Albano e Romina Power: la coppia canora per eccellenza
Ci sono voci che segnano un’epoca, e ci sono coppie che diventano leggenda. Albano Carrisi e Romina Power non sono stati solo marito e moglie, ma l’essenza stessa di un’Italia che negli anni ’80 e ’90 credeva ancora nei sogni romantici, nelle melodie struggenti e nei duetti da cantare a squarciag...
Ci sono voci che segnano un’epoca, e ci sono coppie che diventano leggenda. Albano Carrisi e Romina Power non sono stati solo marito e moglie, ma l’essenza stessa di un’Italia che negli anni ’80 e ’90 credeva ancora nei sogni romantici, nelle melodie struggenti e nei duetti da cantare a squarciagola nei viaggi in macchina o nelle sere d’estate.
La loro storia, musicale e personale, è un intreccio di successi, sentimenti e destino. Tutto comincia nel 1967 sul set del film Nel sole, tratto dall’omonimo brano con cui Albano aveva appena conquistato il pubblico.
Lui, pugliese dal talento potente e dalla voce tenorile; lei, figlia d’arte americana, bellezza luminosa e sguardo malinconico. Scatta l’amore, quello vero.

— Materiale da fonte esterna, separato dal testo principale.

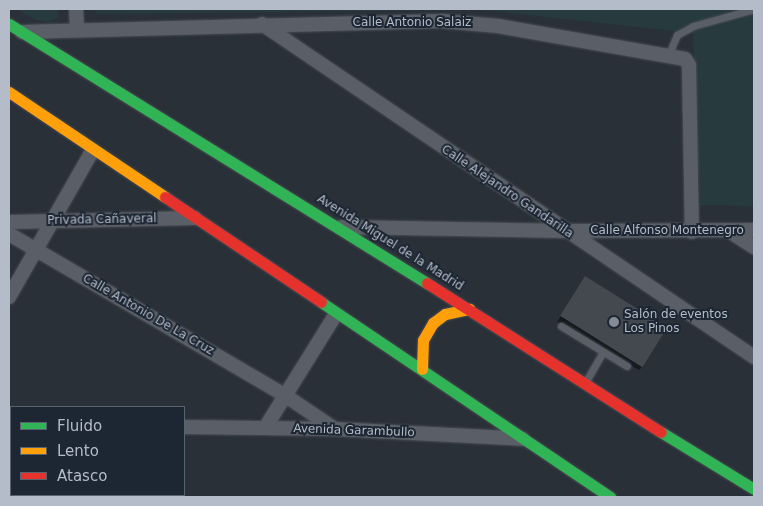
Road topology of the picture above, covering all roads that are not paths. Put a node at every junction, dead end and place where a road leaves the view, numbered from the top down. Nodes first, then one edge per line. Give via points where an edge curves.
1 (76, 9) edge
2 (754, 9) edge
3 (739, 12) edge
4 (9, 24) edge
5 (262, 24) junction
6 (77, 28) junction
7 (22, 32) junction
8 (668, 56) junction
9 (9, 92) edge
10 (92, 150) junction
11 (195, 218) junction
12 (9, 222) edge
13 (54, 222) junction
14 (340, 227) junction
15 (728, 230) junction
16 (754, 230) edge
17 (565, 231) junction
18 (692, 232) junction
19 (9, 234) edge
20 (754, 247) edge
21 (37, 250) junction
22 (9, 298) edge
23 (469, 309) junction
24 (336, 314) junction
25 (561, 326) dead end
26 (602, 352) junction
27 (754, 357) edge
28 (627, 366) dead end
29 (422, 369) junction
30 (584, 384) junction
31 (286, 396) junction
32 (185, 428) edge
33 (265, 428) junction
34 (335, 429) junction
35 (523, 440) junction
36 (754, 489) edge
37 (610, 497) edge

1 - 6 street
2 - 3 lane
3 - 8 lane via 693,26 676,35
4 - 7 main road, Avenida Miguel de la Madrid
5 - 6 street, Calle Antonio Salaiz
5 - 8 street, Calle Antonio Salaiz via 471,22
5 - 17 street, Calle Alejandro Gandarilla
6 - 7 street, Calle Antonio Salaiz
7 - 14 main road, Avenida Miguel de la Madrid
8 - 18 street, Calle Antonio Salaiz via 685,59 689,65
9 - 10 main road
10 - 11 main road
10 - 13 street
11 - 13 street, Privada Cañaveral
11 - 24 main road
12 - 13 street, Privada Cañaveral
13 - 21 street
14 - 17 street, Calle Alfonso Montenegro
14 - 23 main road, Avenida Miguel de la Madrid
15 - 16 street, Calle Alfonso Montenegro
15 - 18 street, Calle Alfonso Montenegro
15 - 20 street
17 - 18 street, Calle Alfonso Montenegro
17 - 27 street, Calle Alejandro Gandarilla
19 - 21 street, Calle Antonio De La Cruz
21 - 22 street
21 - 31 street, Calle Antonio De La Cruz
23 - 29 main road via 445,314 433,323 423,340
23 - 30 main road, Avenida Miguel de la Madrid
24 - 29 main road
24 - 31 street
25 - 26 lane
26 - 28 lane
26 - 30 lane
29 - 35 main road
30 - 36 main road, Avenida Miguel de la Madrid
31 - 33 street
31 - 34 street, Calle Antonio De La Cruz
32 - 33 street, Avenida Garambullo
33 - 34 street, Avenida Garambullo
34 - 35 street, Avenida Garambullo
35 - 37 main road

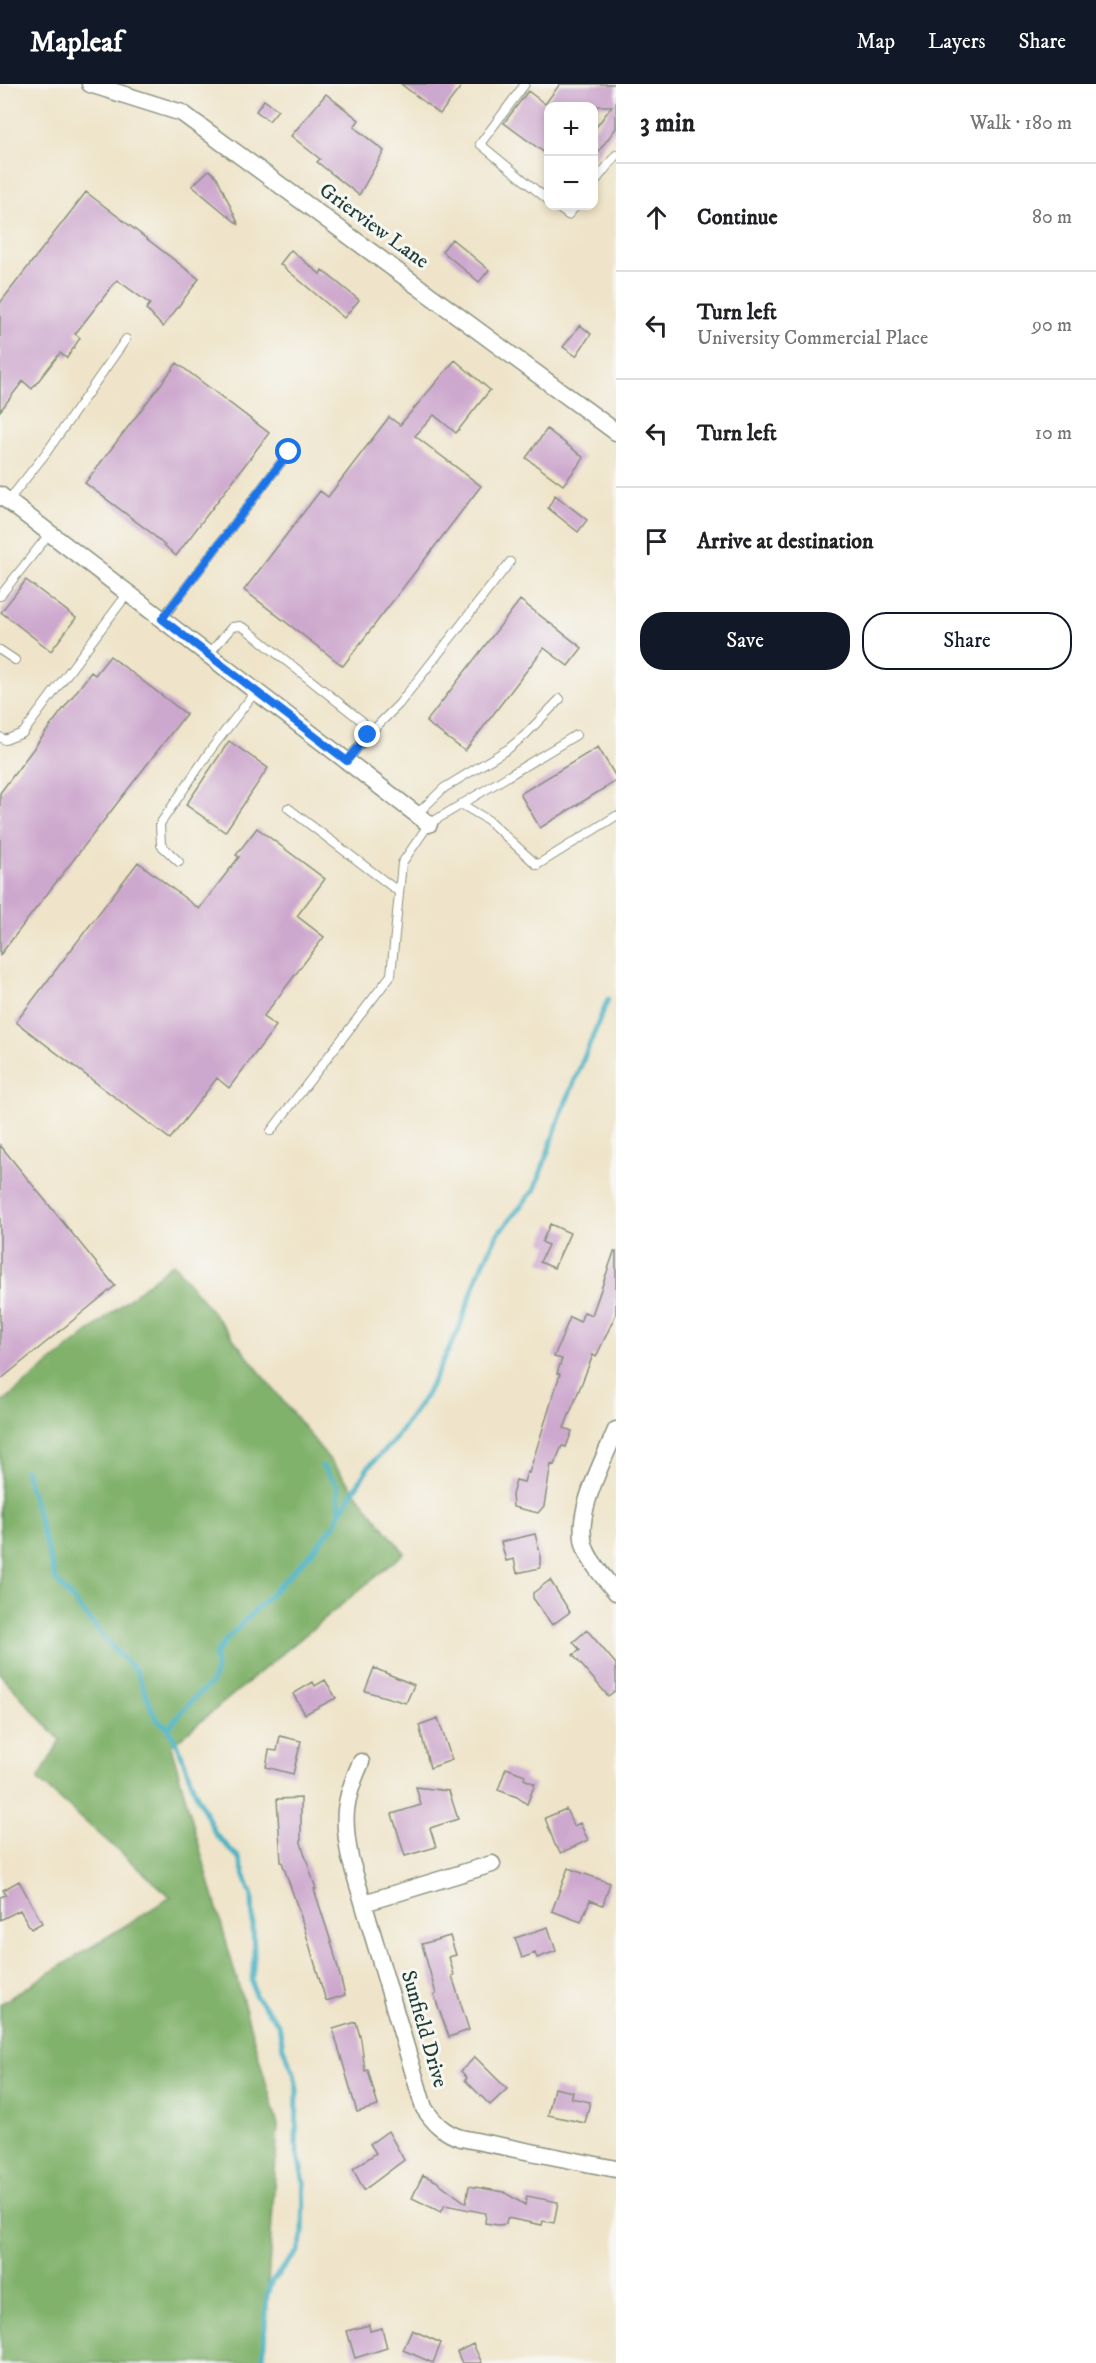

Si sposano nel 1970 e diventano, quasi per caso, anche una coppia artistica. Il primo duetto di successo arriva nel 1975 con Dialogo, ma è negli anni ’80 che esplode il fenomeno.
Sharazan (1981) li consacra: una ballata esotica, sognante, che entra subito nel cuore della gente. Poi arriva Felicità (1982), presentata al Festival di Sanremo, che diventa un inno nazionale.
Seguiranno Ci sarà (1984), Nostalgia canaglia (1987) e Libertà (1987): ogni brano è una storia d’amore musicata, con lui che canta con passione, lei che lo accompagna con dolcezza e armonia. La loro presenza scenica è magnetica: Romina con i lunghi abiti bianchi e i capelli sciolti, Albano in camicia e giacca, sempre intenso.
Partecipano a cinque edizioni del Festival di Sanremo tra il 1982 e il 1987, conquistando il pubblico ogni volta, fino alla vittoria nel 1984 con Ci sarà. Ma non è solo l’Italia a innamorarsi: i loro brani scalano le classifiche anche in Germania, Austria, Spagna, Francia, Unione Sovietica e persino Giappone.
Sono tra gli artisti italiani più internazionali dell’epoca, anche grazie a testi tradotti e versioni in lingua. La loro immagine è quella di una famiglia felice, con i figli, la tenuta di Cellino San Marco, le estati pugliesi, le interviste sincere.
Ma la favola si spezza tragicamente con la scomparsa della figlia Ylenia nel 1994, un dolore immenso che li allontana progressivamente. Nel 1999 annunciano la separazione, sia artistica che personale.
Il pubblico resta attonito: un’epoca sembra finita. Ma nel 2013, a Mosca, accade l’inaspettato: Albano e Romina tornano a cantare insieme.
Seguono concerti in Europa, America e Russia, una nuova ondata di emozione, nostalgia e affetto. Perché certe canzoni — Felicità, Cara terra mia, Sempre sempre — non sono solo musica, ma memoria collettiva.
Quello che non tutti sanno
Il nome Sharazan, che tutti abbiamo cantato senza sapere bene cosa significasse, è stato inventato: secondo Romina, rappresentava un “luogo immaginario e perfetto”. Inoltre, Felicità fu originariamente proposta al Festival di Sanremo con un testo diverso, ritenuto troppo malinconico.
La versione finale fu modificata in extremis. Albano e Romina furono il primo duo italiano a vendere dischi ufficialmente anche nell’ex Unione Sovietica, dove venivano considerati “ambasciatori di pace”.
Infine, molte delle loro registrazioni furono fatte in presa diretta, senza sovraincisioni, per mantenere intatta la genuinità del loro canto, imperfetto ma autentico, come l’amore che raccontavano.